Demikian pula dalam sistem politik Demokrasi Pancasila di era Orde Baru, kebijakan
penyederhanaan partai politik masih diterapkan, sehingga hanya ada tiga organisasi kekuatan politik
dan sosial, yaitu PPP, PDI, dan Golkar. Kebijakan massa terapung juga diterapkan yang tidak
memungkinkan terbentuknya kepengurusan partai politik di kecamatan dan desa, tetapi Golkar bisa
melalui jalur “birokrasi” pedesaan. Di sini Golkar tampil sebagai organisasi kekuatan sosial politik
paling dominan yang melemahkan fungsi dan peran partai politik.
Berbeda halnya, dalam sistem politik demokrasi Pancasila di era reformasi dimana partai
politik baru lahir, fungsi dan peran partai politik kembali diperkuat bahkan sangat menentukan
proses politik Indonesia. Hal ini terlihat dari fungsi dan perannya dalam pencalonan calon anggota
legislatif pusat dan daerah, presiden dan wakil presiden, gubernur, bupati dan walikota serta
melakukan “tes kebugaran” bagi calon pejabat publik lainnya.
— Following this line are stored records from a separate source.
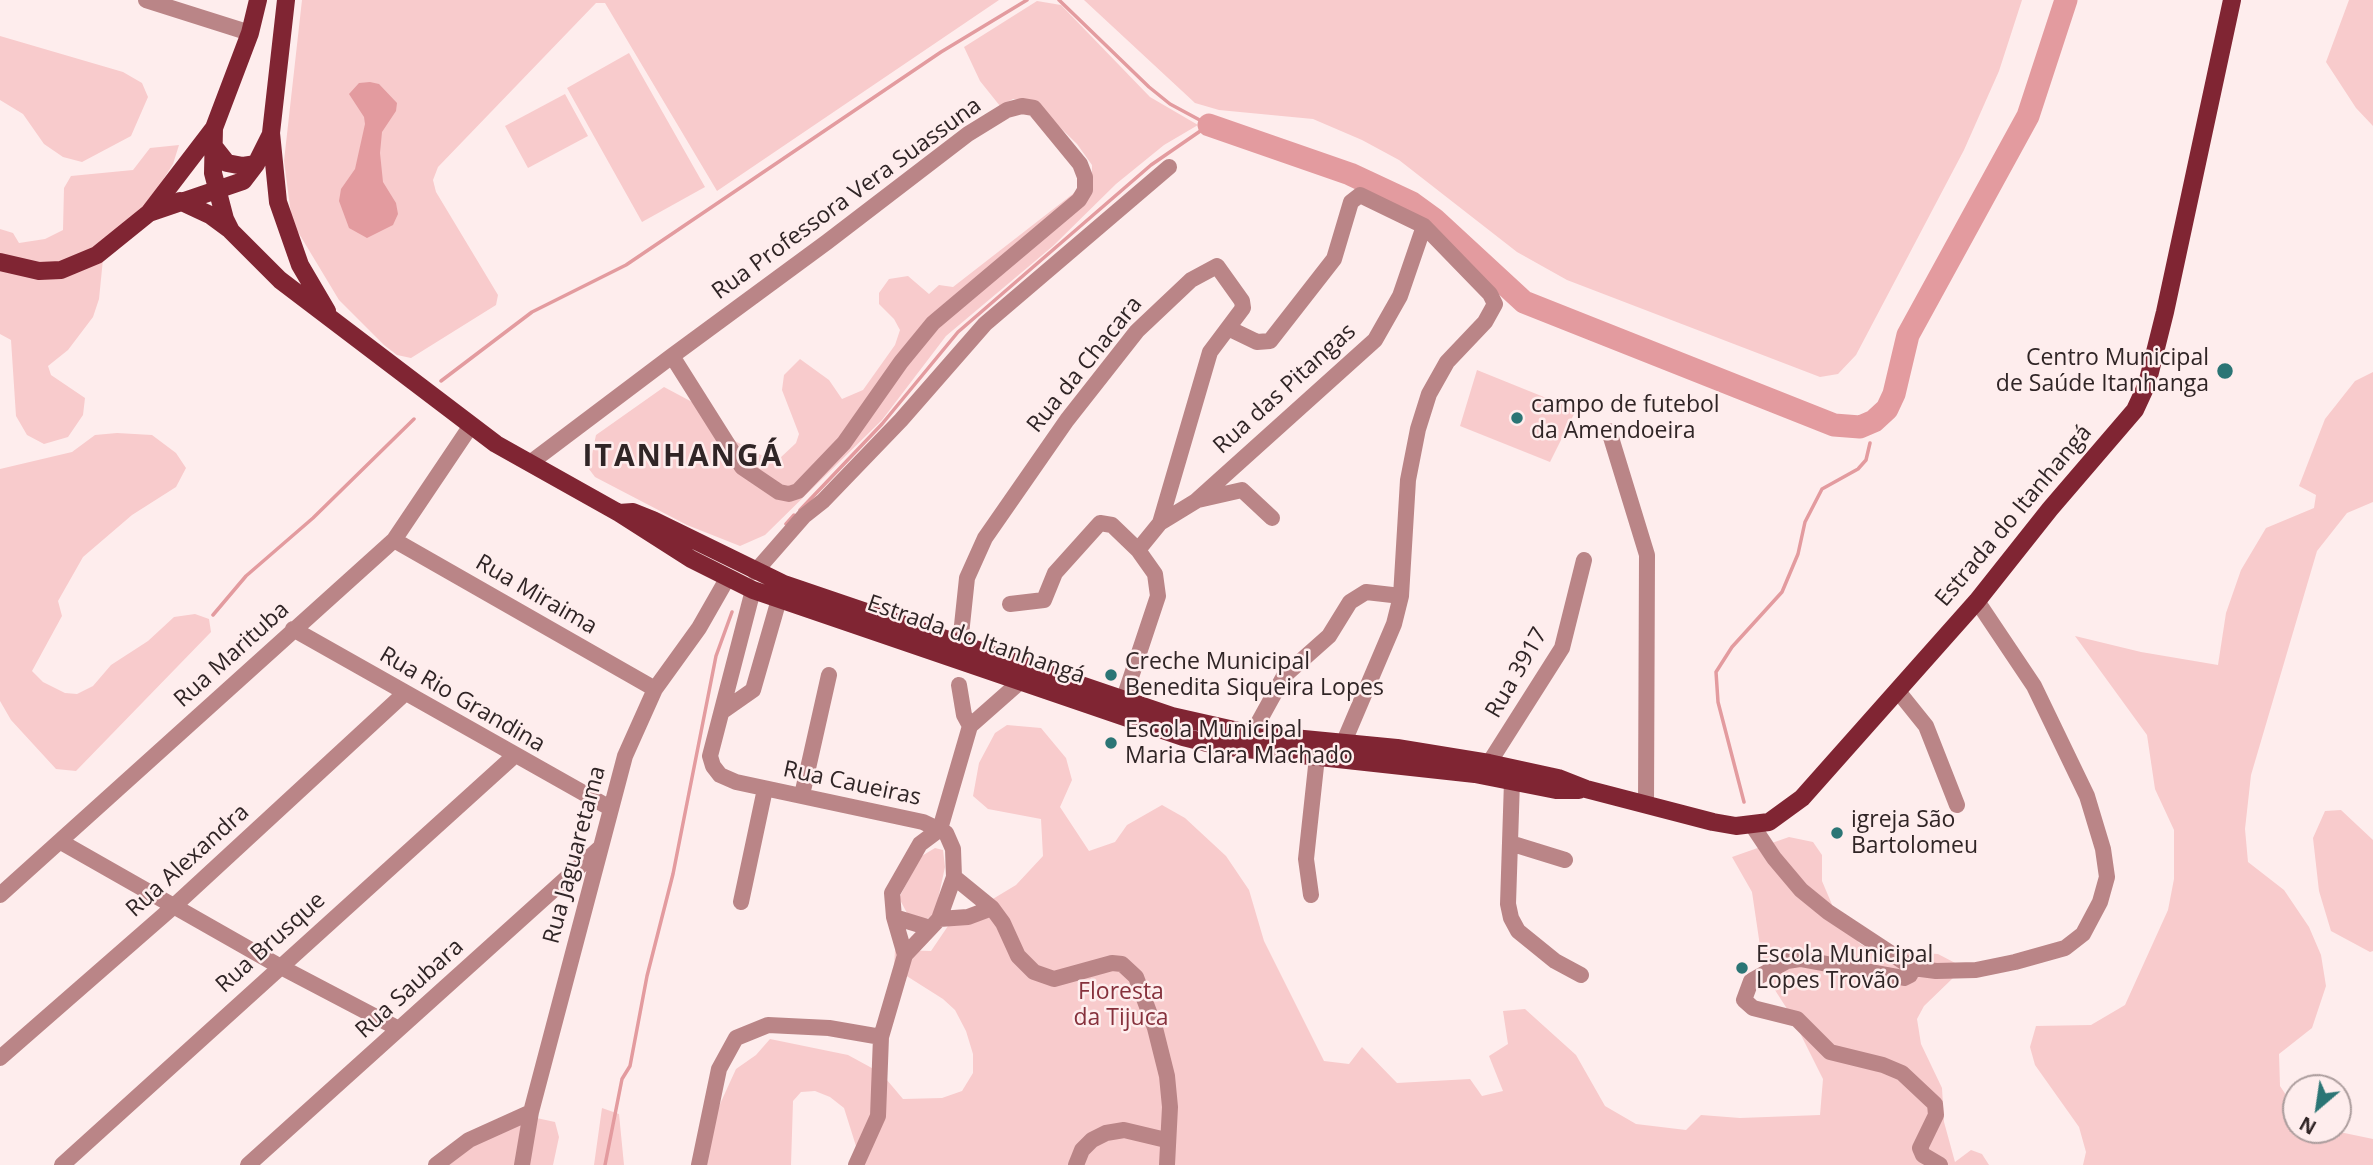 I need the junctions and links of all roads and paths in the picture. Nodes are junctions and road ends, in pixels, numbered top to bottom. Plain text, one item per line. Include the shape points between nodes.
1 (146, 0) edge
2 (258, 0) edge
3 (286, 0) edge
4 (2232, 0) edge
5 (250, 33) junction
6 (271, 133) junction
7 (213, 136) junction
8 (256, 164) junction
9 (1169, 167) dead end
10 (215, 191) junction
11 (180, 201) junction
12 (149, 214) junction
13 (1424, 226) junction
14 (231, 231) junction
15 (0, 262) edge
16 (329, 314) junction
17 (1228, 328) junction
18 (673, 356) junction
19 (470, 427) junction
20 (1609, 431) dead end
21 (530, 463) junction
22 (1196, 501) junction
23 (619, 513) junction
24 (1272, 518) dead end
25 (1160, 523) junction
26 (394, 540) junction
27 (1139, 550) junction
28 (1584, 560) dead end
29 (755, 572) junction
30 (727, 579) junction
31 (752, 590) junction
32 (781, 591) junction
33 (1401, 596) junction
34 (1977, 601) junction
35 (1010, 604) dead end
36 (293, 629) junction
37 (960, 644) junction
38 (735, 660) junction
39 (760, 667) junction
40 (829, 675) dead end
41 (1021, 681) junction
42 (959, 685) dead end
43 (655, 689) junction
44 (1897, 690) junction
45 (404, 694) junction
46 (1124, 701) junction
47 (723, 710) junction
48 (970, 726) junction
49 (1252, 734) junction
50 (1343, 744) junction
51 (514, 756) junction
52 (1317, 757) junction
53 (1489, 763) junction
54 (1513, 781) junction
55 (765, 789) junction
56 (1586, 789) junction
57 (802, 795) junction
58 (1646, 805) junction
59 (1957, 805) dead end
60 (610, 808) junction
61 (900, 819) junction
62 (1752, 825) junction
63 (940, 829) junction
64 (61, 842) junction
65 (1510, 843) junction
66 (601, 847) junction
67 (912, 857) junction
68 (1565, 860) dead end
69 (954, 877) junction
70 (555, 886) junction
71 (0, 895) edge
72 (1311, 895) dead end
73 (588, 896) junction
74 (741, 902) dead end
75 (173, 907) junction
76 (992, 908) junction
77 (894, 917) junction
78 (935, 924) junction
79 (905, 955) junction
80 (279, 966) junction
81 (1913, 968) junction
82 (1581, 975) dead end
83 (399, 1029) junction
84 (881, 1037) junction
85 (0, 1058) edge
86 (531, 1112) junction
87 (1166, 1140) junction
88 (62, 1165) edge
89 (248, 1165) edge
90 (436, 1165) edge
91 (522, 1165) edge
92 (699, 1165) edge
93 (856, 1165) edge
94 (1076, 1165) edge
95 (1167, 1165) edge
96 (1940, 1165) edge

1 - 5 street
2 - 5 main road
3 - 6 main road
4 - 34 main road, Estrada do Itanhangá via 2147,384 2135,410
5 - 7 main road
6 - 8 main road
6 - 16 main road via 285,228
7 - 8 main road via 227,163
7 - 10 main road
7 - 12 main road
8 - 10 main road via 243,181
9 - 29 street via 985,324 901,420
10 - 11 main road
10 - 14 main road
11 - 12 main road
11 - 14 main road
12 - 15 main road via 97,255 61,270 39,271
13 - 17 street via 1400,211 1355,197 1334,259 1270,341 1257,342
13 - 22 street, Rua das Pitangas via 1400,296 1375,340
13 - 33 street via 1490,293 1495,304 1485,322 1447,362 1429,394 1408,480
14 - 16 main road, Estrada do Itanhangá via 279,280
16 - 19 main road, Estrada do Itanhangá
17 - 25 street, Rua da Chacara via 1210,352
17 - 37 street, Rua da Chacara via 1240,315 1242,301 1217,265 1191,280 1137,331 1067,420 985,538 967,578
18 - 18 street, Rua Professora Vera Suassuna via 1007,110 1034,108 1080,164 1085,190 1079,200 949,306 901,362 844,443 798,491 779,492 742,467
18 - 21 street, Rua Professora Vera Suassuna
19 - 21 main road, Estrada do Itanhangá
19 - 26 street, Rua Marituba
20 - 58 street via 1647,555
21 - 23 main road, Estrada do Itanhangá
22 - 24 street via 1242,490
22 - 25 street, Rua das Pitangas
23 - 29 main road, Estrada do Itanhangá via 632,512 653,520
23 - 30 main road, Estrada do Itanhangá
25 - 27 street, Rua da Chacara
26 - 36 street, Rua Marituba
26 - 43 street, Rua Miraima
27 - 35 street via 1112,525 1100,523 1055,573 1044,600
27 - 46 street via 1155,574 1158,596
28 - 53 street, Rua 3917 via 1562,648
29 - 32 main road, Estrada do Itanhangá
30 - 31 main road, Estrada do Itanhangá
30 - 43 street, Rua Jaguaretama
31 - 32 main road, Estrada do Itanhangá
31 - 38 street, Rua Caueiras
32 - 37 main road, Estrada do Itanhangá
32 - 39 street
32 - 41 main road, Estrada do Itanhangá
33 - 49 street via 1366,592 1350,602 1329,636 1284,676
33 - 50 street
34 - 44 main road, Estrada do Itanhangá
34 - 81 street via 2050,716 2087,796 2104,849 2107,877 2083,934 2065,948 1976,970
36 - 45 street, Rua Rio Grandina
36 - 64 street, Rua Marituba
37 - 46 main road, Estrada do Itanhangá
38 - 39 street
38 - 47 street, Rua Caueiras
39 - 47 street via 752,690
40 - 57 street
41 - 48 street
41 - 52 main road, Estrada do Itanhangá via 1219,746
42 - 48 street
43 - 60 street, Rua Jaguaretama via 625,756
44 - 59 street via 1926,726
44 - 62 main road, Estrada do Itanhangá via 1802,798 1784,814
45 - 51 street, Rua Rio Grandina
45 - 75 street, Rua Alexandra
46 - 49 main road, Estrada do Itanhangá
47 - 55 street, Rua Caueiras via 710,757 713,766 720,775
48 - 63 street
49 - 50 main road, Estrada do Itanhangá
50 - 53 main road, Estrada do Itanhangá
51 - 60 street, Rua Rio Grandina
51 - 80 street, Rua Brusque
52 - 54 main road, Estrada do Itanhangá
52 - 72 street via 1306,859
53 - 56 main road, Estrada do Itanhangá
54 - 56 main road, Estrada do Itanhangá via 1556,790
54 - 65 street
55 - 57 street, Rua Caueiras
55 - 74 street
56 - 58 main road, Estrada do Itanhangá
57 - 61 street, Rua Caueiras
58 - 62 main road, Estrada do Itanhangá via 1713,822
60 - 66 street, Rua Jaguaretama
61 - 63 street, Rua Caueiras
61 - 67 street via 910,837
62 - 81 street via 1801,890
63 - 67 street via 920,844
63 - 69 street, Rua Caueiras via 953,849
64 - 71 street, Rua Marituba
64 - 75 street
65 - 68 street
65 - 82 street via 1511,918 1518,931
66 - 70 street, Rua Saubara
66 - 73 street, Rua Jaguaretama
67 - 77 street via 892,893
69 - 76 street
69 - 78 street, Rua Caueiras
70 - 73 street
70 - 83 street, Rua Saubara
73 - 86 street, Rua Jaguaretama
75 - 80 street
75 - 85 street, Rua Alexandra
76 - 78 street
76 - 87 street via 1018,956 1044,976 1054,979 1112,962 1122,964 1136,977 1156,1028 1167,1076
77 - 78 street
77 - 79 street
78 - 79 street, Rua Caueiras
79 - 84 street
80 - 83 street
80 - 88 street, Rua Brusque
81 - 96 street via 1904,978 1800,959 1787,961 1751,981 1744,1000 1753,1008 1797,1019 1830,1052 1902,1073 1936,1104 1936,1115 1920,1148
83 - 89 street, Rua Saubara
84 - 92 street via 768,1025 736,1038 719,1069
84 - 93 street via 878,1116
86 - 90 street via 469,1140
86 - 91 street, Rua Jaguaretama
87 - 94 street via 1124,1130 1106,1133 1082,1150
87 - 95 street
Namun, masih ada hal yang perlu disikapi dengan bijak, antara lain banyaknya partai politik
yang tampil di pemilu legislatif, sehingga tidak ada satupun partai politik peserta pemilu legislatif
yang mampu merebut kursi di DPR RI di atas. 50% (>50%). Hal ini berimplikasi pada
pembentukan “kabinet koalisi” parpol. Namun sayangnya, pengalaman Indonesia menunjukkan
bahwa kabinet koalisi dalam perkembangannya selalu terjadi “cabinet reshuffle” yang
menyebabkan proses politik dan pemerintahan menjadi kurang efisien dan efektif.
Uraian tentang dinamika atau pasang surut fungsi dan peran partai politik sesuai dengan
perkembangan sistem politik Indonesia, seharusnya mampu menginspirasi para “elit politik” di
nusantara ini dalam membangun partai politik yang mampu mengemban semakin kuat fungsi dan
perannya dalam sistem politik demokrasi Indonesia.

Daftar Pustaka
Kadir, A. G. (2014). Dinamika Partai Politik Di Indonesia. Sosiohumaniora, 16(2), 132.